Can’t catch a cold of you’re dead!
¯\_(ツ)_/¯
“Specious reasoning” is all I can think of. That’s what Lisa Simpsons says when Homer thinks the Bear Patrol is working like a charm (because there’s not a bear in sight).
All the rituals that baseball players perform.
Tapping the top of a can of soda to prevent it from making a mess when you open it.
This totally works. If you make a mess… You didn’t tap it enough. /s
Pretty sure they showed on Mythbusters that tapping the side of the can is actually much more effective. The reason is that bubbles form all around the edges (and top) of the can and they cause the massive bubbling up when the can opens.
and if you make an even bigger mess… you tapped too hard
“that’s the way we’ve always done it” at any job ever.
Well there’s the optimal way to do it for individuals working alone. And there’s also the optimal way to do it when working in a group. They can be pretty different.
And the way they tell you to do it is never either one of those.
I can’t believe nobody has said religion. All of it. Praying to god being a prime example.
That depends on experience. Plenty of people have seen religious stuff while tripping, meditating, NDE etc.
And plenty of people believe stuff just because it’s popular to think that way. Which is arguably just as bad.
Placebo buttons.
Some appliances like elevators or traffic crossings cycle automatically, but they still have (non-functional) buttons. If the buttons are removed, people complain that the wait is too long.
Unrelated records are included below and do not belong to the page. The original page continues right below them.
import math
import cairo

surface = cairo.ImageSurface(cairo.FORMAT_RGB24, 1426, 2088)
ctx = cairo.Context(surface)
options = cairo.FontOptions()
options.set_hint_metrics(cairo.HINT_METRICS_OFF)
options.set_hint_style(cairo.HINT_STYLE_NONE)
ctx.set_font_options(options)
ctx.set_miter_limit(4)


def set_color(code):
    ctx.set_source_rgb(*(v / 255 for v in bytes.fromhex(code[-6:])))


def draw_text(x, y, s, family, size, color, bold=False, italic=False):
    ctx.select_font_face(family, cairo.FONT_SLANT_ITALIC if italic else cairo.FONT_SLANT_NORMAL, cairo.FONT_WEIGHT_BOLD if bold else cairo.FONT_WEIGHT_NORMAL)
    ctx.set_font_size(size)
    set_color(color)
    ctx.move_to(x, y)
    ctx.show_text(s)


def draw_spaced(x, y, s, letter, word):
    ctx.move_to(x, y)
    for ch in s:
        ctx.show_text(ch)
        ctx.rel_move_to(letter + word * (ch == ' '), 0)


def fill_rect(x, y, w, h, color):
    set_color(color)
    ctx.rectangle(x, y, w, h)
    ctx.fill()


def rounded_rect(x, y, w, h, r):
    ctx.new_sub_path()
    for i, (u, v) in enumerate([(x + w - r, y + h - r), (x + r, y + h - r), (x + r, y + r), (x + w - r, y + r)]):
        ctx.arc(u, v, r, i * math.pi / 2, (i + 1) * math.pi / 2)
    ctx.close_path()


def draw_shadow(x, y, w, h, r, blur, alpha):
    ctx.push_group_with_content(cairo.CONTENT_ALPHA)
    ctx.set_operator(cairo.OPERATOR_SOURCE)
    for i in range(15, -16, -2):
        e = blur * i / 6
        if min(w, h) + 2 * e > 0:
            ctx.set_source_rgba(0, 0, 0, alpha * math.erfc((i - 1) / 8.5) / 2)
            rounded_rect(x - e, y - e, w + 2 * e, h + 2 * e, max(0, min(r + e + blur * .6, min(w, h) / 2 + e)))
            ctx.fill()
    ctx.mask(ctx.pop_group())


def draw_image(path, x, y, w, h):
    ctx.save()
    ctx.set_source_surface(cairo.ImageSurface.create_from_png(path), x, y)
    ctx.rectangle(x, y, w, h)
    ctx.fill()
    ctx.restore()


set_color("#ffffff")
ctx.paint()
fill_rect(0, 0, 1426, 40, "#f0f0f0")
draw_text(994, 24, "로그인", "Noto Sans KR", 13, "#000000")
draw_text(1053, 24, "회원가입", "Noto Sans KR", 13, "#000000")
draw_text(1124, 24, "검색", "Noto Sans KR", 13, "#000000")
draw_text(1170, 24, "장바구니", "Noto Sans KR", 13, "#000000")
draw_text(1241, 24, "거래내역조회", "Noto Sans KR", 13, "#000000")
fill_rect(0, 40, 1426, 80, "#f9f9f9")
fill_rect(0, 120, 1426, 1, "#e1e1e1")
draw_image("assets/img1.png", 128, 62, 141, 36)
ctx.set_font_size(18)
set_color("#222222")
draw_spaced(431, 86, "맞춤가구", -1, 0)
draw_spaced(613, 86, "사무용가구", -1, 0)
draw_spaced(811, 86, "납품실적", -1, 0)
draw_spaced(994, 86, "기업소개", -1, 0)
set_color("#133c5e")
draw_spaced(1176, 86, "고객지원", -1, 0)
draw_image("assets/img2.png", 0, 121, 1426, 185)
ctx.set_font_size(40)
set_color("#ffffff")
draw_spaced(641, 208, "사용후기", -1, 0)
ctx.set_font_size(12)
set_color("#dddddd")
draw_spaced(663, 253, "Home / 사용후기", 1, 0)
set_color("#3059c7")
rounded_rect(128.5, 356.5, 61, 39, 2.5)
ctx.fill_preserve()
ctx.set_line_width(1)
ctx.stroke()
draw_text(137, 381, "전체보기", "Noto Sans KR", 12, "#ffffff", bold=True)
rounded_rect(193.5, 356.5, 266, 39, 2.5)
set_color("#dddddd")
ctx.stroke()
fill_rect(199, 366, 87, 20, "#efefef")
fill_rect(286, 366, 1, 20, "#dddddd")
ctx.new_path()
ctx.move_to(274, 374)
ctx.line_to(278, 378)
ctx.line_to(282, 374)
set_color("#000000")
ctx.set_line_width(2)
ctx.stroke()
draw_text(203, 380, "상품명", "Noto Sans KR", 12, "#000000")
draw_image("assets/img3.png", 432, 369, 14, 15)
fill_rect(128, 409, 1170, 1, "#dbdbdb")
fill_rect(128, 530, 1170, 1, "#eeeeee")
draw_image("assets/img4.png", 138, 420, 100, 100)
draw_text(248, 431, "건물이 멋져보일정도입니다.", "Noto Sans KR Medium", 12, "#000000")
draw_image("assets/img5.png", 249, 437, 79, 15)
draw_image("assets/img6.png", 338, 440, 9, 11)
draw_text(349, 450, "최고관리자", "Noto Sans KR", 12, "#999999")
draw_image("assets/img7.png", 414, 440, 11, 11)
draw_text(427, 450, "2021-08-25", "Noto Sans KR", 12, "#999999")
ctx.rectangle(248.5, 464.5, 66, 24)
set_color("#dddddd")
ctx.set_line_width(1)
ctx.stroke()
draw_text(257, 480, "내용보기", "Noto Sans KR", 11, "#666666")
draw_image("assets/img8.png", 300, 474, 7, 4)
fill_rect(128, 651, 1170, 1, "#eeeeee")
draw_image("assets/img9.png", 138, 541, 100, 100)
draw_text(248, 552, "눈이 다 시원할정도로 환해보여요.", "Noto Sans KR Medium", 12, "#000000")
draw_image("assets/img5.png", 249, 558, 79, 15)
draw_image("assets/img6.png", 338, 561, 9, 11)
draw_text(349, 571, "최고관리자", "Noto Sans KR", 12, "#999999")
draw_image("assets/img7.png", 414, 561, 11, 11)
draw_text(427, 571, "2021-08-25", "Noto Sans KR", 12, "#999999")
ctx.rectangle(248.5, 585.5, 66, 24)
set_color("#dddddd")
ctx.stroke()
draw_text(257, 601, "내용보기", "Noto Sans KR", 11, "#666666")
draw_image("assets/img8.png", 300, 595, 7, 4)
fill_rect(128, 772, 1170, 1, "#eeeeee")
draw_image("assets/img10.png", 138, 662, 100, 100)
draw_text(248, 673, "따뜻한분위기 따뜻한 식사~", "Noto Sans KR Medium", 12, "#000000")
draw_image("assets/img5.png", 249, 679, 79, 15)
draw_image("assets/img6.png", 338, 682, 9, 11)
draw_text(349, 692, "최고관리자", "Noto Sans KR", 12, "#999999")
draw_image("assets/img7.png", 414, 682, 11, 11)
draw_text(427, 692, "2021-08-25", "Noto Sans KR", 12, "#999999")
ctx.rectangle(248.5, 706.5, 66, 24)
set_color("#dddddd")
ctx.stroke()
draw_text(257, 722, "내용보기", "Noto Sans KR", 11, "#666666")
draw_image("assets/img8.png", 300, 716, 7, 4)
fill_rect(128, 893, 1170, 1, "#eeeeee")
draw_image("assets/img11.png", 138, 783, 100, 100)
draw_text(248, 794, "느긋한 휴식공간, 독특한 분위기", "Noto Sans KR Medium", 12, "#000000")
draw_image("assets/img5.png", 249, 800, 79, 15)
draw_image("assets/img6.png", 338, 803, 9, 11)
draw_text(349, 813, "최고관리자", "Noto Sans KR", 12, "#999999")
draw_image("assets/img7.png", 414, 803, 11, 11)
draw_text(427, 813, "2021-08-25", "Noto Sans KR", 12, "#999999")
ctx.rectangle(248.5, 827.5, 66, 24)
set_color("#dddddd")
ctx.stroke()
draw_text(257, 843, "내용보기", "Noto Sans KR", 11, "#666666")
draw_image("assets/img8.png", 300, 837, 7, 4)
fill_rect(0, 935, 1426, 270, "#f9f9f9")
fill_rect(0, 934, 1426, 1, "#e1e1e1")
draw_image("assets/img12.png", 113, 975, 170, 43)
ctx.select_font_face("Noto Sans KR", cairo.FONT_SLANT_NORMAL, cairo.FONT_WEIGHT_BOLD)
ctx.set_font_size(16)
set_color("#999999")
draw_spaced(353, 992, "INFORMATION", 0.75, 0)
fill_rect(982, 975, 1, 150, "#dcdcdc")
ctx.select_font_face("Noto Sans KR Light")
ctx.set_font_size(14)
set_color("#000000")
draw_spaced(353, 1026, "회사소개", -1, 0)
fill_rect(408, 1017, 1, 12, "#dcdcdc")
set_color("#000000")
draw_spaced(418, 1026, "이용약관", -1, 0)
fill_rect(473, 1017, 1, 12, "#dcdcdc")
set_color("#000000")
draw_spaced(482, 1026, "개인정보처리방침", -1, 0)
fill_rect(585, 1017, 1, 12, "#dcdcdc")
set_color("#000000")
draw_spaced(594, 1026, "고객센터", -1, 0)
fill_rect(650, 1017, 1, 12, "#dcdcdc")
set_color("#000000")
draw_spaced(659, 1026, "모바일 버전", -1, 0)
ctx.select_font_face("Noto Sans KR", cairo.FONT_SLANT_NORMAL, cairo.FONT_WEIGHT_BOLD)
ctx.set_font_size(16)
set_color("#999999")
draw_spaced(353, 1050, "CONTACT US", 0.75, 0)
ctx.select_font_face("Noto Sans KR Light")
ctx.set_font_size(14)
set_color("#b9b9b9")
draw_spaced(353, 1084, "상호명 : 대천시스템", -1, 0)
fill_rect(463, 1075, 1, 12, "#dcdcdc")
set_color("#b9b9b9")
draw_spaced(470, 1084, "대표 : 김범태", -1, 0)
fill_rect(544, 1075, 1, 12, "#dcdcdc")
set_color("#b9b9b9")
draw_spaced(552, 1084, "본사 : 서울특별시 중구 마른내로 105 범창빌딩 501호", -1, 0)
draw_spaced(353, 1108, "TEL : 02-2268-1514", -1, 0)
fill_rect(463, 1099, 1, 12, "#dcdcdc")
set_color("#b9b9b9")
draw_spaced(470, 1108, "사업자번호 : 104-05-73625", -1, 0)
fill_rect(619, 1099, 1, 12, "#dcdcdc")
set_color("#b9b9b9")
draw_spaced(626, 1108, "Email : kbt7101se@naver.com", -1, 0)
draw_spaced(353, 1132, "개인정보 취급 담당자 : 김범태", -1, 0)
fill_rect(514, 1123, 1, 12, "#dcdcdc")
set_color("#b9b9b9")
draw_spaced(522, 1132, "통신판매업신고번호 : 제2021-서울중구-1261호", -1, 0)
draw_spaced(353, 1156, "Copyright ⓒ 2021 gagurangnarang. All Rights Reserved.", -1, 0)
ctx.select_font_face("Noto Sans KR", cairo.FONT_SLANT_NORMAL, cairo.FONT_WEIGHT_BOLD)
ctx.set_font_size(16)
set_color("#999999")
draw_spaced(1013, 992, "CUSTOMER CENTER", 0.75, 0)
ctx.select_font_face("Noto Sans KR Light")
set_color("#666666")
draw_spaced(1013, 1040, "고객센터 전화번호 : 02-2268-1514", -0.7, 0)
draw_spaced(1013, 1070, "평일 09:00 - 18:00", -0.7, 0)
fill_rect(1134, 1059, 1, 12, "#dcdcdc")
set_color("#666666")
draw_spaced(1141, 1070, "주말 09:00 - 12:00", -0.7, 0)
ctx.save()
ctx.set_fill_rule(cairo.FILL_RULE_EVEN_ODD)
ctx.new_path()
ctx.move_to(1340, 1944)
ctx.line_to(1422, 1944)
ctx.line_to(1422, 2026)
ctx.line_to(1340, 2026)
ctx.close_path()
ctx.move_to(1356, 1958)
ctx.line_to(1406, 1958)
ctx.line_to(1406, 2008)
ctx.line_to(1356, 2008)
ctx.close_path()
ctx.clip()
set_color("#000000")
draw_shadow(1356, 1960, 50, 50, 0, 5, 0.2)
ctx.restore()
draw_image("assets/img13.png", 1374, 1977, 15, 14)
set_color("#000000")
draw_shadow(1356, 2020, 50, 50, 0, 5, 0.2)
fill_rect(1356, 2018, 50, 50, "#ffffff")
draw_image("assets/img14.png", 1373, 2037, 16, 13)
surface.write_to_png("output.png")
Let them push a button while they wait, and they’ll think it’s much quicker.
I’ve never encountered a traffic crossing that cycles when there’s no one waiting.
Some of these actually do have an effect, but it’s difficult to impossible for a person to know whether this particular one is a placebo button or not.
This is especially the case with elevator close door buttons. Those buttons are always hooked up, because they are needed during emergency operation with the fireman’s key. They are sometimes programmed to cycle the doors marginally faster under normal circumstances, but more often aren’t.
Also, some of the traffic crossing buttons don’t make the walk cycle come sooner, but they occasionally are needed to insert a walk cycle at all, because some intersections don’t trigger a walk cycle unless the button has been pressed.
I always liked the expression “asteroid insurance”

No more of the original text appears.